• _What you should do_: Return a copy of each line in the listing that includes the word "nodes".

[Opening Data to use section]

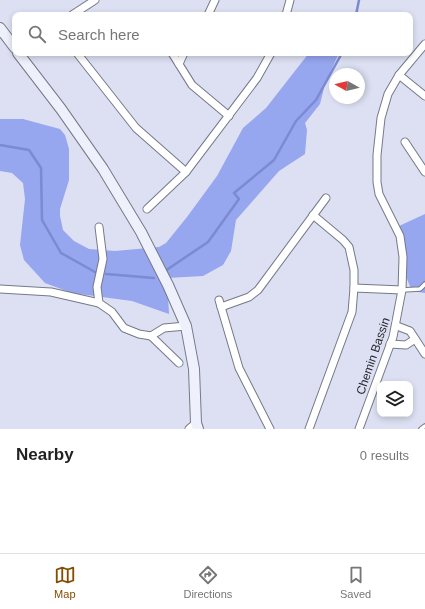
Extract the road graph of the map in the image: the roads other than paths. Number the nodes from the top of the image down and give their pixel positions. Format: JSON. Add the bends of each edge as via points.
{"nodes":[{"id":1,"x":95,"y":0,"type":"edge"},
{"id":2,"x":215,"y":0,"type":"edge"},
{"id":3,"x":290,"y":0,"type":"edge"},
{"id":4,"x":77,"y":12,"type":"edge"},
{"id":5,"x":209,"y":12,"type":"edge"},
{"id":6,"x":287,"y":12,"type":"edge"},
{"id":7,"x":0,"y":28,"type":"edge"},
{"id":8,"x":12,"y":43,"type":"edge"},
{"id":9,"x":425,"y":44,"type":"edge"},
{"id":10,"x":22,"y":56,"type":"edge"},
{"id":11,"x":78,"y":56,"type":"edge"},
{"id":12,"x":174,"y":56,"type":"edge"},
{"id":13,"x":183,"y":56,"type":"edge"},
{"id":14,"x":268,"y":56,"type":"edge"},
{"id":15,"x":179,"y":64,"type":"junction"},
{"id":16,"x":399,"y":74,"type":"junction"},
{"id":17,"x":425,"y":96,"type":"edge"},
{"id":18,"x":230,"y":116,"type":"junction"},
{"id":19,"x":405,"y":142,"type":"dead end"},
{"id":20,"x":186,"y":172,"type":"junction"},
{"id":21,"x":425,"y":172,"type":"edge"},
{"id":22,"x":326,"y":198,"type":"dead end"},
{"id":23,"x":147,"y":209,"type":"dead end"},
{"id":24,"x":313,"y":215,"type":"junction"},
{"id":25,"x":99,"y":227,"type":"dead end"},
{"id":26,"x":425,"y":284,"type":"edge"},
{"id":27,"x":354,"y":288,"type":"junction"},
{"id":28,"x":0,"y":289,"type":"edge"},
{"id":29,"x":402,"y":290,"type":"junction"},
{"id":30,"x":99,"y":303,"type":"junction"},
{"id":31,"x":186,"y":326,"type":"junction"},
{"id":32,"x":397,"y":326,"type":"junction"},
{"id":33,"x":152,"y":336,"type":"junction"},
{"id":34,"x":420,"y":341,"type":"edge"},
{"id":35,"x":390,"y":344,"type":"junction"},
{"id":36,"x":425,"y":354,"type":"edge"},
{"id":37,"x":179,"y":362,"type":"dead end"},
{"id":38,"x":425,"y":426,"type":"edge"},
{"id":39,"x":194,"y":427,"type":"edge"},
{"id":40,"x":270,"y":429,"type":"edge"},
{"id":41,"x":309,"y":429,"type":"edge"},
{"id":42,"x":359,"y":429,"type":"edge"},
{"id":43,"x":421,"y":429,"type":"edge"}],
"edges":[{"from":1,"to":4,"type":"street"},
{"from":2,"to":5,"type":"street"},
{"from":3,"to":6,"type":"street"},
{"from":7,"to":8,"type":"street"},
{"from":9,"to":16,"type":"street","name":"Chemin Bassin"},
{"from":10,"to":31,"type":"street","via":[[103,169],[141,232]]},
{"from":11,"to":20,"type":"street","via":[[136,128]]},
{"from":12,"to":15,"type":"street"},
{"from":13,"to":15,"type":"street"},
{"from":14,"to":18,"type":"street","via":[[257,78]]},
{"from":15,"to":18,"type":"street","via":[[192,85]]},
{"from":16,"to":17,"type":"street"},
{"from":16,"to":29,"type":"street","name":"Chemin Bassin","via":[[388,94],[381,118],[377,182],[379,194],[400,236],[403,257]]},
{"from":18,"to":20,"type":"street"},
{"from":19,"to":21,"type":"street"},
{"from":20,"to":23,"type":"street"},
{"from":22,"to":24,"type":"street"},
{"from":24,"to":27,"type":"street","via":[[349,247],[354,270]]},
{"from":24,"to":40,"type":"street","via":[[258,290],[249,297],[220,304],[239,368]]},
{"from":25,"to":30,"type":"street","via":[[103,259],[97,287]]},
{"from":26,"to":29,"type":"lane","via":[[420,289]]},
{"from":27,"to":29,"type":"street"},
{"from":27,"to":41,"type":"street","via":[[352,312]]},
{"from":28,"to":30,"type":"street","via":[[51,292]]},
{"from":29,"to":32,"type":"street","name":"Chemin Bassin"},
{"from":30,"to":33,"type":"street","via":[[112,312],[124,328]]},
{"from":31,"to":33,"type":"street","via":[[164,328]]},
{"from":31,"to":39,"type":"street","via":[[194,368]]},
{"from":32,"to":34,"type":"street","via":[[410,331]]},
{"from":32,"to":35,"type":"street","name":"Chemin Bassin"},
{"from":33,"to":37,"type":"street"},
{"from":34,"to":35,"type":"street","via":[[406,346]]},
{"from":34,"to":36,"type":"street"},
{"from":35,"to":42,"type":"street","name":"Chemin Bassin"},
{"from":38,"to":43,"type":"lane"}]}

[Closing Data to use section]
[Opening Data to use section]

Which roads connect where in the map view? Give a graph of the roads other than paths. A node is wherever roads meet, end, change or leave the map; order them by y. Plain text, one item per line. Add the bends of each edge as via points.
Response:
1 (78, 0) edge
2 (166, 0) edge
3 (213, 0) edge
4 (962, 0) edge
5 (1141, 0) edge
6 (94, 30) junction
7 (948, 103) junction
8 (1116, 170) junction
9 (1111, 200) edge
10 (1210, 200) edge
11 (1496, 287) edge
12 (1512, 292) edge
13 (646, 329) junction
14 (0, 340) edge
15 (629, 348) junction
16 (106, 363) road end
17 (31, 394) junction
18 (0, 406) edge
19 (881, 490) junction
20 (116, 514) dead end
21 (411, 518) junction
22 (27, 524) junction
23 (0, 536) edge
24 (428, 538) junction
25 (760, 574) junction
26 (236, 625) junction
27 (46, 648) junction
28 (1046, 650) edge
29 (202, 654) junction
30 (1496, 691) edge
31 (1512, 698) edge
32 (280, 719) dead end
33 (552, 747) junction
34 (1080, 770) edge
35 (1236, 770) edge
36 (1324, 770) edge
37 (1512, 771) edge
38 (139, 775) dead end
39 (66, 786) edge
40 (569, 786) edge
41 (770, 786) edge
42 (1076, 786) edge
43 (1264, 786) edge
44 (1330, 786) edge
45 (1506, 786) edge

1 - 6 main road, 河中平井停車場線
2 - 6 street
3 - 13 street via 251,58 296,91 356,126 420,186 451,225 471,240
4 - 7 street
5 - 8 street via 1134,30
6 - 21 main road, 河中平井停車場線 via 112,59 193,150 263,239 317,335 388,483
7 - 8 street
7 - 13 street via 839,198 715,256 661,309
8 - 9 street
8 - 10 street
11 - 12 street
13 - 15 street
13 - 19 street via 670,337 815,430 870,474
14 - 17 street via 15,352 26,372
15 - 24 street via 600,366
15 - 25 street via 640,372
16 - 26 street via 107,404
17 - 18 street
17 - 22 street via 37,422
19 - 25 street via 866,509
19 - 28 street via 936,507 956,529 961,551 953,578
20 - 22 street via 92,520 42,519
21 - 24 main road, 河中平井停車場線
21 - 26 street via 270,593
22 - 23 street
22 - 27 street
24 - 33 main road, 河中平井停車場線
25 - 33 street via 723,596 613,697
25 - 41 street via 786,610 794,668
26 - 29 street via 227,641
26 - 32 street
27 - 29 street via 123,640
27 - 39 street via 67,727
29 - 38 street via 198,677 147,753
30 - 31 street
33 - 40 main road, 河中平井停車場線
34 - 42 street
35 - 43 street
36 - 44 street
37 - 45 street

[Closing Data to use section]

• _Exercise answer_:
Extract the road graph of the map in the image: the roads other than paths. Number the nodes from the top of the image down and give their pixel positions. Format: JSON. Add the bends of each edge as via points.
{"nodes":[{"id":1,"x":95,"y":0,"type":"edge"},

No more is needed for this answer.